═════ PROVIDED DATA ═════

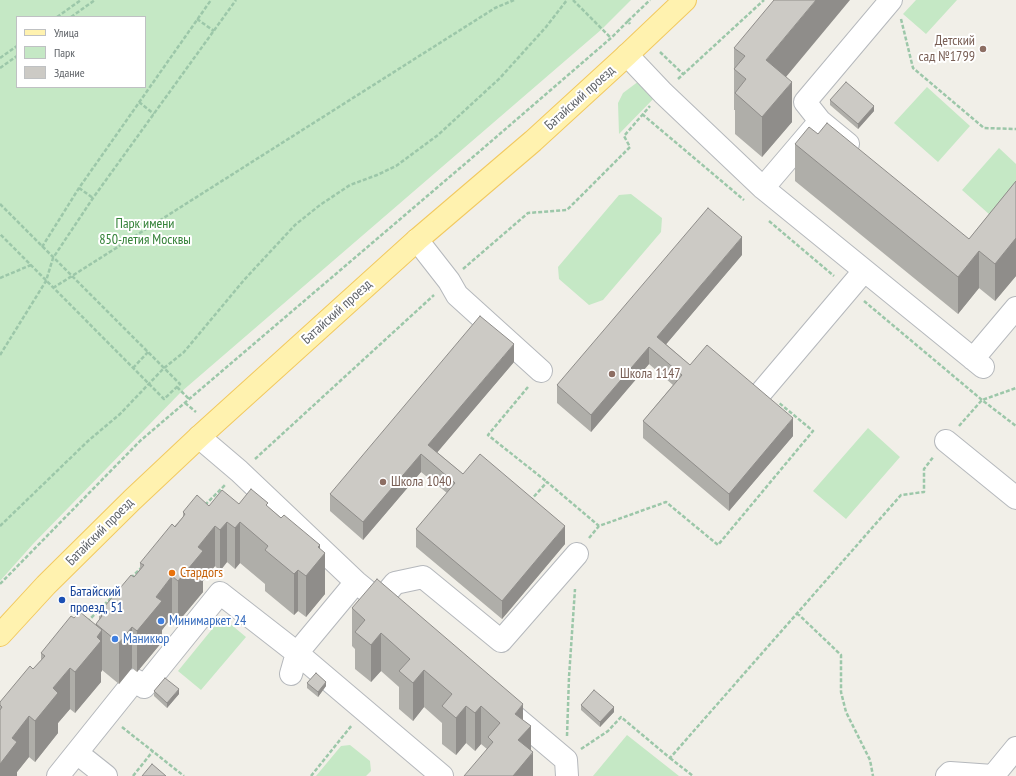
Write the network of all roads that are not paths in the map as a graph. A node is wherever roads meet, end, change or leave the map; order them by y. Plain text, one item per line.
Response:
1 (685, 0) edge
2 (896, 8) edge
3 (627, 56) junction
4 (820, 121) junction
5 (862, 156) edge
6 (763, 188) junction
7 (417, 240) junction
8 (864, 271) junction
9 (1016, 308) edge
10 (541, 371) road end
11 (758, 396) edge
12 (199, 437) junction
13 (946, 441) road end
14 (1016, 498) edge
15 (577, 554) road end
16 (356, 582) junction
17 (380, 601) junction
18 (402, 620) edge
19 (0, 635) edge
20 (297, 653) junction
21 (291, 674) dead end
22 (495, 699) edge
23 (1016, 748) edge
24 (76, 753) junction
25 (567, 768) edge
26 (58, 776) edge
27 (106, 776) edge
28 (442, 776) edge
29 (947, 776) edge
30 (993, 776) edge

1 - 3 main road, Батайский проезд
2 - 4 lane
3 - 6 lane
3 - 7 main road, Батайский проезд
4 - 5 lane
4 - 6 lane
6 - 8 lane
7 - 10 lane
7 - 12 main road, Батайский проезд
8 - 9 lane
8 - 11 lane
12 - 16 lane
12 - 19 main road, Батайский проезд
13 - 14 lane
15 - 17 lane
16 - 17 lane
16 - 20 lane
17 - 18 lane
20 - 21 lane
20 - 24 lane
20 - 28 lane
22 - 25 lane
23 - 30 lane
24 - 26 lane
24 - 27 lane
29 - 30 lane

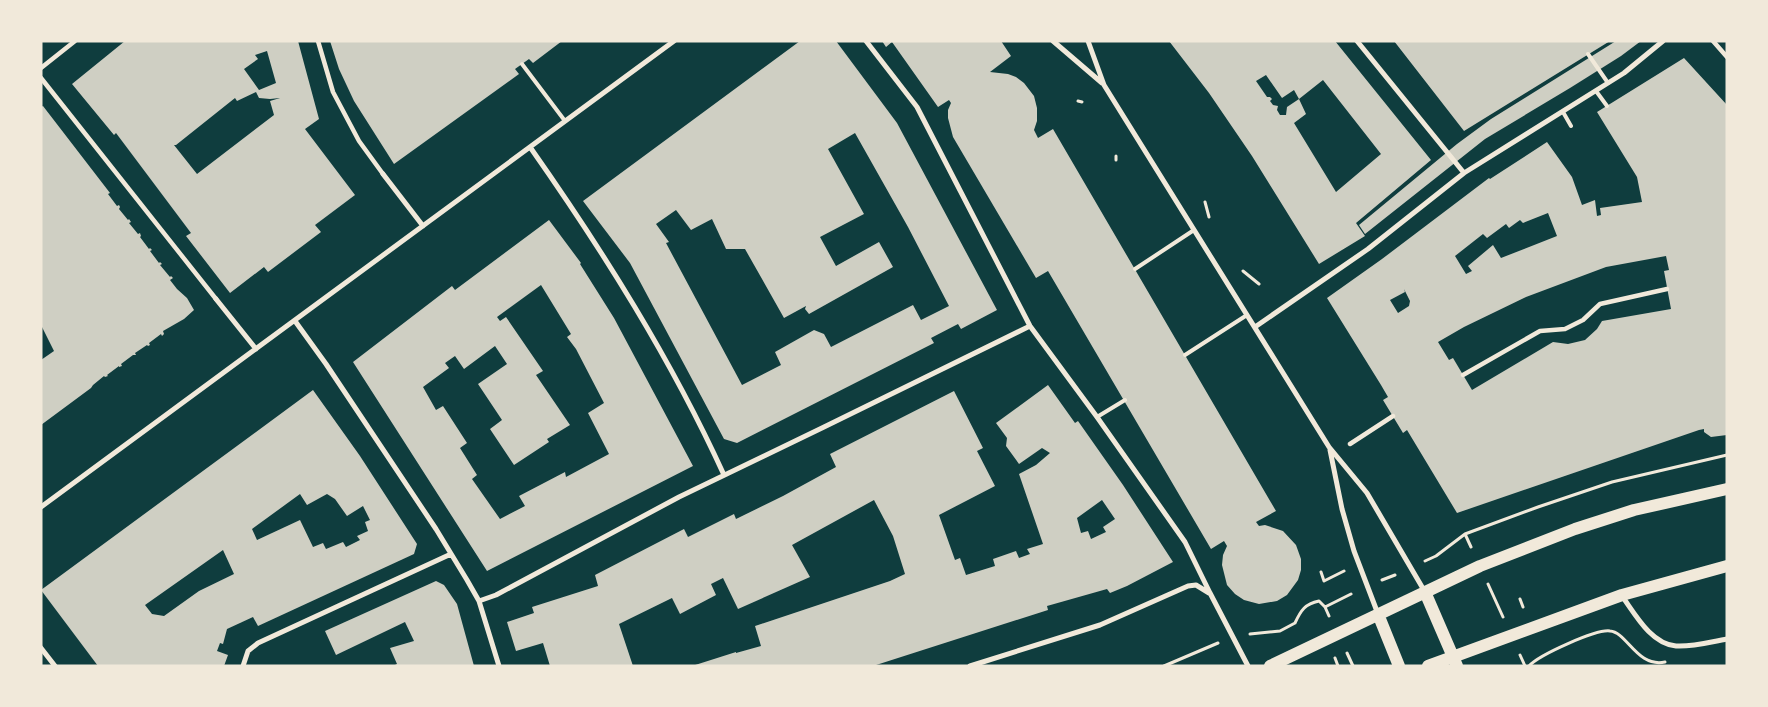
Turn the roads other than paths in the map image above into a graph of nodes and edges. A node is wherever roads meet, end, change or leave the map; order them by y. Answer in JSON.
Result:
{"nodes":[{"id":1,"x":75,"y":41,"type":"edge"},
{"id":2,"x":318,"y":41,"type":"edge"},
{"id":3,"x":674,"y":41,"type":"edge"},
{"id":4,"x":866,"y":41,"type":"edge"},
{"id":5,"x":1053,"y":41,"type":"edge"},
{"id":6,"x":1088,"y":41,"type":"edge"},
{"id":7,"x":1663,"y":41,"type":"edge"},
{"id":8,"x":1713,"y":41,"type":"edge"},
{"id":9,"x":1358,"y":42,"type":"edge"},
{"id":10,"x":1588,"y":54,"type":"dead end"},
{"id":11,"x":1727,"y":57,"type":"edge"},
{"id":12,"x":522,"y":64,"type":"dead end"},
{"id":13,"x":41,"y":68,"type":"edge"},
{"id":14,"x":41,"y":78,"type":"edge"},
{"id":15,"x":1608,"y":83,"type":"junction"},
{"id":16,"x":1104,"y":85,"type":"junction"},
{"id":17,"x":1596,"y":91,"type":"junction"},
{"id":18,"x":1607,"y":106,"type":"dead end"},
{"id":19,"x":1563,"y":112,"type":"junction"},
{"id":20,"x":565,"y":121,"type":"junction"},
{"id":21,"x":1571,"y":126,"type":"dead end"},
{"id":22,"x":530,"y":147,"type":"junction"},
{"id":23,"x":1464,"y":173,"type":"junction"},
{"id":24,"x":383,"y":174,"type":"joint"},
{"id":25,"x":423,"y":226,"type":"junction"},
{"id":26,"x":1194,"y":230,"type":"junction"},
{"id":27,"x":1135,"y":269,"type":"dead end"},
{"id":28,"x":1667,"y":289,"type":"dead end"},
{"id":29,"x":216,"y":299,"type":"joint"},
{"id":30,"x":1247,"y":315,"type":"junction"},
{"id":31,"x":295,"y":321,"type":"junction"},
{"id":32,"x":1030,"y":326,"type":"junction"},
{"id":33,"x":1255,"y":328,"type":"junction"},
{"id":34,"x":256,"y":349,"type":"junction"},
{"id":35,"x":1185,"y":355,"type":"dead end"},
{"id":36,"x":1463,"y":375,"type":"dead end"},
{"id":37,"x":1124,"y":400,"type":"dead end"},
{"id":38,"x":1393,"y":416,"type":"dead end"},
{"id":39,"x":1097,"y":417,"type":"junction"},
{"id":40,"x":1350,"y":444,"type":"dead end"},
{"id":41,"x":1329,"y":447,"type":"junction"},
{"id":42,"x":724,"y":475,"type":"junction"},
{"id":43,"x":1727,"y":489,"type":"edge"},
{"id":44,"x":41,"y":507,"type":"edge"},
{"id":45,"x":450,"y":554,"type":"junction"},
{"id":46,"x":1727,"y":566,"type":"edge"},
{"id":47,"x":1425,"y":592,"type":"junction"},
{"id":48,"x":1210,"y":593,"type":"junction"},
{"id":49,"x":1622,"y":596,"type":"junction"},
{"id":50,"x":480,"y":601,"type":"junction"},
{"id":51,"x":1378,"y":614,"type":"junction"},
{"id":52,"x":1727,"y":639,"type":"edge"},
{"id":53,"x":41,"y":648,"type":"edge"},
{"id":54,"x":1455,"y":661,"type":"edge"},
{"id":55,"x":54,"y":666,"type":"edge"},
{"id":56,"x":243,"y":666,"type":"edge"},
{"id":57,"x":499,"y":666,"type":"edge"},
{"id":58,"x":970,"y":666,"type":"edge"},
{"id":59,"x":1248,"y":666,"type":"edge"},
{"id":60,"x":1270,"y":666,"type":"edge"},
{"id":61,"x":1399,"y":666,"type":"edge"},
{"id":62,"x":1428,"y":666,"type":"edge"}],
"edges":[{"from":1,"to":13,"type":"street"},
{"from":2,"to":24,"type":"street"},
{"from":3,"to":20,"type":"street"},
{"from":4,"to":32,"type":"street"},
{"from":5,"to":16,"type":"street"},
{"from":6,"to":16,"type":"street"},
{"from":7,"to":15,"type":"street"},
{"from":8,"to":11,"type":"street"},
{"from":9,"to":23,"type":"street"},
{"from":10,"to":15,"type":"lane"},
{"from":12,"to":20,"type":"lane"},
{"from":14,"to":29,"type":"street"},
{"from":15,"to":17,"type":"street"},
{"from":16,"to":26,"type":"street"},
{"from":17,"to":18,"type":"lane"},
{"from":17,"to":19,"type":"street"},
{"from":19,"to":21,"type":"lane"},
{"from":19,"to":23,"type":"street"},
{"from":20,"to":22,"type":"street"},
{"from":22,"to":25,"type":"street"},
{"from":22,"to":42,"type":"street"},
{"from":23,"to":33,"type":"street"},
{"from":24,"to":25,"type":"street"},
{"from":25,"to":31,"type":"street"},
{"from":26,"to":27,"type":"lane"},
{"from":26,"to":30,"type":"street"},
{"from":28,"to":36,"type":"street"},
{"from":29,"to":34,"type":"street"},
{"from":30,"to":33,"type":"street"},
{"from":30,"to":35,"type":"lane"},
{"from":31,"to":34,"type":"street"},
{"from":31,"to":45,"type":"street"},
{"from":32,"to":39,"type":"street"},
{"from":32,"to":42,"type":"street"},
{"from":33,"to":41,"type":"street"},
{"from":34,"to":44,"type":"street"},
{"from":37,"to":39,"type":"lane"},
{"from":38,"to":40,"type":"street"},
{"from":39,"to":48,"type":"street"},
{"from":41,"to":47,"type":"street"},
{"from":41,"to":51,"type":"street"},
{"from":42,"to":50,"type":"street"},
{"from":43,"to":47,"type":"main road"},
{"from":45,"to":50,"type":"street"},
{"from":45,"to":56,"type":"street"},
{"from":46,"to":49,"type":"main road"},
{"from":47,"to":51,"type":"main road"},
{"from":47,"to":54,"type":"main road"},
{"from":48,"to":58,"type":"street"},
{"from":48,"to":59,"type":"street"},
{"from":49,"to":52,"type":"street"},
{"from":49,"to":54,"type":"main road"},
{"from":50,"to":57,"type":"street"},
{"from":51,"to":60,"type":"main road"},
{"from":51,"to":61,"type":"main road"},
{"from":53,"to":55,"type":"street"},
{"from":54,"to":62,"type":"main road"}]}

═════

PROBLEM TO WORK ON: Nothing in the records should be changed in the copy, but the pictures must be left out.

RESULT:
Write the network of all roads that are not paths in the map as a graph. A node is wherever roads meet, end, change or leave the map; order them by y. Plain text, one item per line.
Response:
1 (685, 0) edge
2 (896, 8) edge
3 (627, 56) junction
4 (820, 121) junction
5 (862, 156) edge
6 (763, 188) junction
7 (417, 240) junction
8 (864, 271) junction
9 (1016, 308) edge
10 (541, 371) road end
11 (758, 396) edge
12 (199, 437) junction
13 (946, 441) road end
14 (1016, 498) edge
15 (577, 554) road end
16 (356, 582) junction
17 (380, 601) junction
18 (402, 620) edge
19 (0, 635) edge
20 (297, 653) junction
21 (291, 674) dead end
22 (495, 699) edge
23 (1016, 748) edge
24 (76, 753) junction
25 (567, 768) edge
26 (58, 776) edge
27 (106, 776) edge
28 (442, 776) edge
29 (947, 776) edge
30 (993, 776) edge

1 - 3 main road, Батайский проезд
2 - 4 lane
3 - 6 lane
3 - 7 main road, Батайский проезд
4 - 5 lane
4 - 6 lane
6 - 8 lane
7 - 10 lane
7 - 12 main road, Батайский проезд
8 - 9 lane
8 - 11 lane
12 - 16 lane
12 - 19 main road, Батайский проезд
13 - 14 lane
15 - 17 lane
16 - 17 lane
16 - 20 lane
17 - 18 lane
20 - 21 lane
20 - 24 lane
20 - 28 lane
22 - 25 lane
23 - 30 lane
24 - 26 lane
24 - 27 lane
29 - 30 lane

Turn the roads other than paths in the map image above into a graph of nodes and edges. A node is wherever roads meet, end, change or leave the map; order them by y. Answer in JSON.
Result:
{"nodes":[{"id":1,"x":75,"y":41,"type":"edge"},
{"id":2,"x":318,"y":41,"type":"edge"},
{"id":3,"x":674,"y":41,"type":"edge"},
{"id":4,"x":866,"y":41,"type":"edge"},
{"id":5,"x":1053,"y":41,"type":"edge"},
{"id":6,"x":1088,"y":41,"type":"edge"},
{"id":7,"x":1663,"y":41,"type":"edge"},
{"id":8,"x":1713,"y":41,"type":"edge"},
{"id":9,"x":1358,"y":42,"type":"edge"},
{"id":10,"x":1588,"y":54,"type":"dead end"},
{"id":11,"x":1727,"y":57,"type":"edge"},
{"id":12,"x":522,"y":64,"type":"dead end"},
{"id":13,"x":41,"y":68,"type":"edge"},
{"id":14,"x":41,"y":78,"type":"edge"},
{"id":15,"x":1608,"y":83,"type":"junction"},
{"id":16,"x":1104,"y":85,"type":"junction"},
{"id":17,"x":1596,"y":91,"type":"junction"},
{"id":18,"x":1607,"y":106,"type":"dead end"},
{"id":19,"x":1563,"y":112,"type":"junction"},
{"id":20,"x":565,"y":121,"type":"junction"},
{"id":21,"x":1571,"y":126,"type":"dead end"},
{"id":22,"x":530,"y":147,"type":"junction"},
{"id":23,"x":1464,"y":173,"type":"junction"},
{"id":24,"x":383,"y":174,"type":"joint"},
{"id":25,"x":423,"y":226,"type":"junction"},
{"id":26,"x":1194,"y":230,"type":"junction"},
{"id":27,"x":1135,"y":269,"type":"dead end"},
{"id":28,"x":1667,"y":289,"type":"dead end"},
{"id":29,"x":216,"y":299,"type":"joint"},
{"id":30,"x":1247,"y":315,"type":"junction"},
{"id":31,"x":295,"y":321,"type":"junction"},
{"id":32,"x":1030,"y":326,"type":"junction"},
{"id":33,"x":1255,"y":328,"type":"junction"},
{"id":34,"x":256,"y":349,"type":"junction"},
{"id":35,"x":1185,"y":355,"type":"dead end"},
{"id":36,"x":1463,"y":375,"type":"dead end"},
{"id":37,"x":1124,"y":400,"type":"dead end"},
{"id":38,"x":1393,"y":416,"type":"dead end"},
{"id":39,"x":1097,"y":417,"type":"junction"},
{"id":40,"x":1350,"y":444,"type":"dead end"},
{"id":41,"x":1329,"y":447,"type":"junction"},
{"id":42,"x":724,"y":475,"type":"junction"},
{"id":43,"x":1727,"y":489,"type":"edge"},
{"id":44,"x":41,"y":507,"type":"edge"},
{"id":45,"x":450,"y":554,"type":"junction"},
{"id":46,"x":1727,"y":566,"type":"edge"},
{"id":47,"x":1425,"y":592,"type":"junction"},
{"id":48,"x":1210,"y":593,"type":"junction"},
{"id":49,"x":1622,"y":596,"type":"junction"},
{"id":50,"x":480,"y":601,"type":"junction"},
{"id":51,"x":1378,"y":614,"type":"junction"},
{"id":52,"x":1727,"y":639,"type":"edge"},
{"id":53,"x":41,"y":648,"type":"edge"},
{"id":54,"x":1455,"y":661,"type":"edge"},
{"id":55,"x":54,"y":666,"type":"edge"},
{"id":56,"x":243,"y":666,"type":"edge"},
{"id":57,"x":499,"y":666,"type":"edge"},
{"id":58,"x":970,"y":666,"type":"edge"},
{"id":59,"x":1248,"y":666,"type":"edge"},
{"id":60,"x":1270,"y":666,"type":"edge"},
{"id":61,"x":1399,"y":666,"type":"edge"},
{"id":62,"x":1428,"y":666,"type":"edge"}],
"edges":[{"from":1,"to":13,"type":"street"},
{"from":2,"to":24,"type":"street"},
{"from":3,"to":20,"type":"street"},
{"from":4,"to":32,"type":"street"},
{"from":5,"to":16,"type":"street"},
{"from":6,"to":16,"type":"street"},
{"from":7,"to":15,"type":"street"},
{"from":8,"to":11,"type":"street"},
{"from":9,"to":23,"type":"street"},
{"from":10,"to":15,"type":"lane"},
{"from":12,"to":20,"type":"lane"},
{"from":14,"to":29,"type":"street"},
{"from":15,"to":17,"type":"street"},
{"from":16,"to":26,"type":"street"},
{"from":17,"to":18,"type":"lane"},
{"from":17,"to":19,"type":"street"},
{"from":19,"to":21,"type":"lane"},
{"from":19,"to":23,"type":"street"},
{"from":20,"to":22,"type":"street"},
{"from":22,"to":25,"type":"street"},
{"from":22,"to":42,"type":"street"},
{"from":23,"to":33,"type":"street"},
{"from":24,"to":25,"type":"street"},
{"from":25,"to":31,"type":"street"},
{"from":26,"to":27,"type":"lane"},
{"from":26,"to":30,"type":"street"},
{"from":28,"to":36,"type":"street"},
{"from":29,"to":34,"type":"street"},
{"from":30,"to":33,"type":"street"},
{"from":30,"to":35,"type":"lane"},
{"from":31,"to":34,"type":"street"},
{"from":31,"to":45,"type":"street"},
{"from":32,"to":39,"type":"street"},
{"from":32,"to":42,"type":"street"},
{"from":33,"to":41,"type":"street"},
{"from":34,"to":44,"type":"street"},
{"from":37,"to":39,"type":"lane"},
{"from":38,"to":40,"type":"street"},
{"from":39,"to":48,"type":"street"},
{"from":41,"to":47,"type":"street"},
{"from":41,"to":51,"type":"street"},
{"from":42,"to":50,"type":"street"},
{"from":43,"to":47,"type":"main road"},
{"from":45,"to":50,"type":"street"},
{"from":45,"to":56,"type":"street"},
{"from":46,"to":49,"type":"main road"},
{"from":47,"to":51,"type":"main road"},
{"from":47,"to":54,"type":"main road"},
{"from":48,"to":58,"type":"street"},
{"from":48,"to":59,"type":"street"},
{"from":49,"to":52,"type":"street"},
{"from":49,"to":54,"type":"main road"},
{"from":50,"to":57,"type":"street"},
{"from":51,"to":60,"type":"main road"},
{"from":51,"to":61,"type":"main road"},
{"from":53,"to":55,"type":"street"},
{"from":54,"to":62,"type":"main road"}]}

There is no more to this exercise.